At times like this, I wish more than ever that I were the sort of person a house like this really needs: one of those brisk, competent, practical ladies who used to run the British Empire and who now run the rest of us. Every village in Britain has a woman like this. You’re standing behind her in a queue in the Post Office, say, and by the time you stumble back out into the street, you’ve been volunteered to bake two dozen cakes for the Brownies’ Fun Day, or open the flower show, or join a local committee, or some such. This type of woman scares me silly, frankly, but communities could not manage without them. I would draft one in to run my life Open Day, except that my husband won’t hear of it, for some reason.

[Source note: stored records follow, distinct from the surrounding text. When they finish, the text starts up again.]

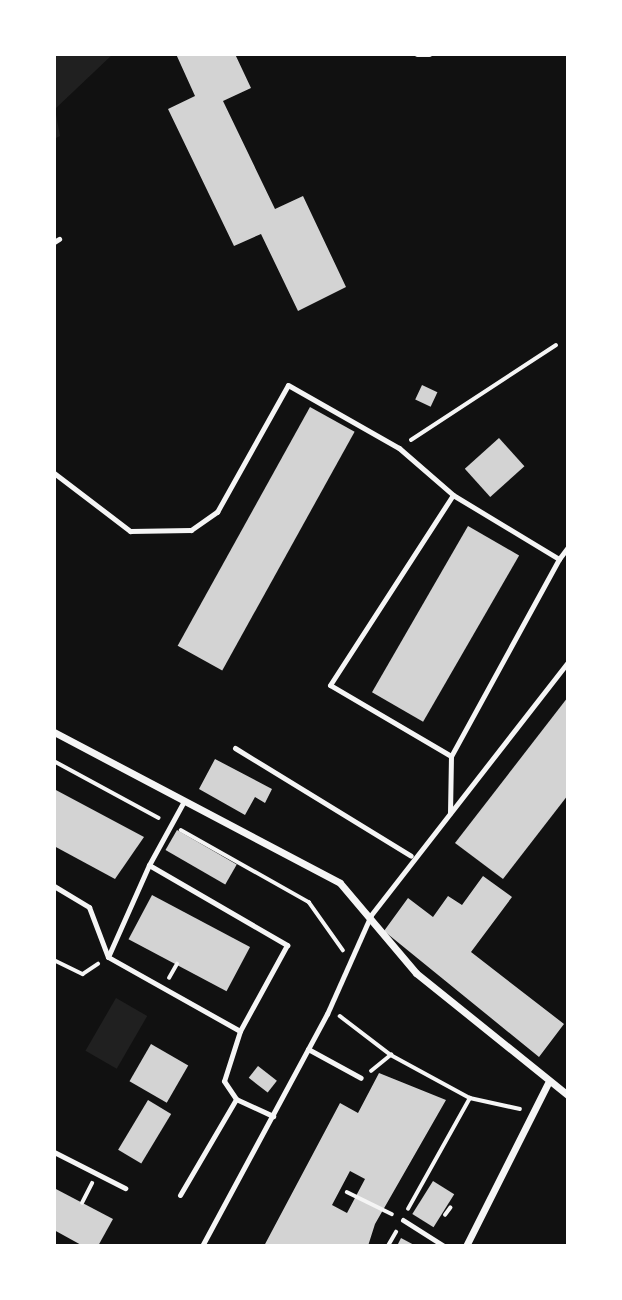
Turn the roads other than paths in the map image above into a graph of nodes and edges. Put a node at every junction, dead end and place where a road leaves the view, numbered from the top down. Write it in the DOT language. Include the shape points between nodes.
graph roads {
  1 [pos="417,54"];
  2 [pos="429,54"];
  3 [pos="568,342"];
  4 [pos="568,391"];
  5 [pos="54,473"];
  6 [pos="453,495"];
  7 [pos="568,547"];
  8 [pos="559,559"];
  9 [pos="568,662"];
  10 [pos="54,733"];
  11 [pos="235,748"];
  12 [pos="451,756"];
  13 [pos="184,801"];
  14 [pos="450,813"];
  15 [pos="411,856"];
  16 [pos="149,865"];
  17 [pos="54,886"];
  18 [pos="371,915"];
  19 [pos="108,957"];
  20 [pos="240,1031"];
  21 [pos="308,1049"];
  22 [pos="361,1078"];
  23 [pos="548,1083"];
  24 [pos="568,1095"];
  25 [pos="236,1099"];
  26 [pos="272,1115"];
  27 [pos="54,1152"];
  28 [pos="125,1188"];
  29 [pos="180,1195"];
  30 [pos="402,1220"];
  31 [pos="202,1246"];
  32 [pos="444,1246"];
  33 [pos="466,1246"];
  1 -- 2 [label="lane"];
  3 -- 4 [label="lane"];
  5 -- 6 [label="lane" via="130,531 191,530 217,512 288,385 399,448"];
  6 -- 8 [label="lane"];
  6 -- 12 [label="lane" via="330,685"];
  7 -- 8 [label="lane"];
  8 -- 12 [label="lane"];
  9 -- 14 [label="lane"];
  10 -- 13 [label="street"];
  11 -- 15 [label="lane"];
  12 -- 14 [label="lane"];
  13 -- 16 [label="lane"];
  13 -- 18 [label="street" via="309,863"];
  14 -- 15 [label="lane"];
  15 -- 18 [label="lane"];
  16 -- 19 [label="lane"];
  16 -- 20 [label="lane" via="287,945"];
  17 -- 19 [label="lane" via="89,907"];
  18 -- 21 [label="lane"];
  18 -- 23 [label="street" via="416,973"];
  19 -- 20 [label="lane"];
  20 -- 25 [label="lane" via="224,1081"];
  21 -- 22 [label="lane"];
  21 -- 26 [label="lane"];
  23 -- 24 [label="street"];
  23 -- 33 [label="street"];
  25 -- 26 [label="lane"];
  25 -- 29 [label="lane"];
  26 -- 31 [label="lane"];
  27 -- 28 [label="lane"];
  30 -- 32 [label="lane"];
}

The second reason that the Garden Opening is keeping me awake at night is that I’m not actually a gardener at all. When we lived in a basement flat in Edinburgh, in the early years of our marriage, I used to enjoy footering about in garden centres and planting pansies in pots in our weeny front yard. Despite the best efforts of my parents, however, I’ve never absorbed much in the way of proper plant lore or horticultural know-how. I did try to get involved in the garden when we first moved to the castle, but it rapidly became clear that the professional gardener here did not find my attempts very helpful. ‘I’ve cut back all the dead lavender stalks for you!’, I’d pant virtuously in the autumn. ‘Right, I was actually leaving them over the winter on purpose to protect the plants from the frost,’ she’d reply. Humph. ‘I pruned those awful suckers on the climbing rose by the summer house!’ I tried once. ‘Ah…’ she replied. ‘Those were the flowering shoots for next season.’ Eventually I gave up, and we are both much happier as a result. (Although, don’t tell her, but I plan to renew my campaign of guerrilla gardening once the children are both at school.) These days, I do the wafting around, directing operations as Chief Aesthetic Officer, while she does all the graft.

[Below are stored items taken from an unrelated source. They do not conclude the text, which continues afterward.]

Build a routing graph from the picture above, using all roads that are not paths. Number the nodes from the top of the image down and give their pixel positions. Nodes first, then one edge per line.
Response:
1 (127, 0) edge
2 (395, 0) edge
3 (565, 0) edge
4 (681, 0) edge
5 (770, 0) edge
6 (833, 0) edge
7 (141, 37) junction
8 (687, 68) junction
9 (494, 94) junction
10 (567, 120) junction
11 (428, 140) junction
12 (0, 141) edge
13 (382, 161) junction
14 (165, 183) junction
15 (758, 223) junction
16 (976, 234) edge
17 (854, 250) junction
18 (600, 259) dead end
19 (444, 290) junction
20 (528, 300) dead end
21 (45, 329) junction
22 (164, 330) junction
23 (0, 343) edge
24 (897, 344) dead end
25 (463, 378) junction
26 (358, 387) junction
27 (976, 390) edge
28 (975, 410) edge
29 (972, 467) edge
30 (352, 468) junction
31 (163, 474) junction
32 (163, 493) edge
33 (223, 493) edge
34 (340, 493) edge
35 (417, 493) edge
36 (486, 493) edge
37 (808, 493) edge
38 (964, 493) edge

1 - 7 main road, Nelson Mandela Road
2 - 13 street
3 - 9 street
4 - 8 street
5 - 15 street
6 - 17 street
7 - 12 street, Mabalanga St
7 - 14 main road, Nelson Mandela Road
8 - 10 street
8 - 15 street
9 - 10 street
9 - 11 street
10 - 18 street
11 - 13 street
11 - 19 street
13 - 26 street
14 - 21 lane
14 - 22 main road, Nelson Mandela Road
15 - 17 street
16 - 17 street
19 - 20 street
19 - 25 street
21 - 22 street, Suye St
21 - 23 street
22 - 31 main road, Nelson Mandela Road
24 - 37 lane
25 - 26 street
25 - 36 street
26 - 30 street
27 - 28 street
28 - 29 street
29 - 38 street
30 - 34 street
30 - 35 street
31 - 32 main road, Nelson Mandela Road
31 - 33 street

This arrangement suits us both very well, until we have an influx of people more knowledgeable than I am about gardens (meaning just about everybody). At first I can bluff with the best of them. I don’t know much, but I know what I like: fragrant Zephirine Drouhin roses, for example; nostalgic Hidcote lavender; blue Cranesbill geraniums and frothy Alchemilla mollis spilling over the paths.
These Latin names just trip off my tongue: I am getting complacent. Then someone blows my cover. ‘May I ask what you are using to treat that bishop’s weed?’ asked a nice lady the other day. Bishop’s what? Oh, those green leaves in the border. You mean they’re not meant to be there? They just look like more pretty greenery to me, but the visitors are eyeing the clump – and me in my ignorance – with horror. It’s more commonly known as ground elder, the ineradicable scourge of British gardens. So now I know. And on it goes: at every garden ‘do’, I discover more gaping holes in my knowledge, which clearly render me unfit to be the custodian of such a historic garden. ‘How old is your Pieris japonica?’ quizzes an elderly gentleman, fixing me with a beady eye. My wha…? Ooh, about as old as my Ignotia monumentalis, I’d say.
All in all, then, I am rather dreading the coming open day. But at least I can honestly say that my Amnesias have been doing splendidly this year.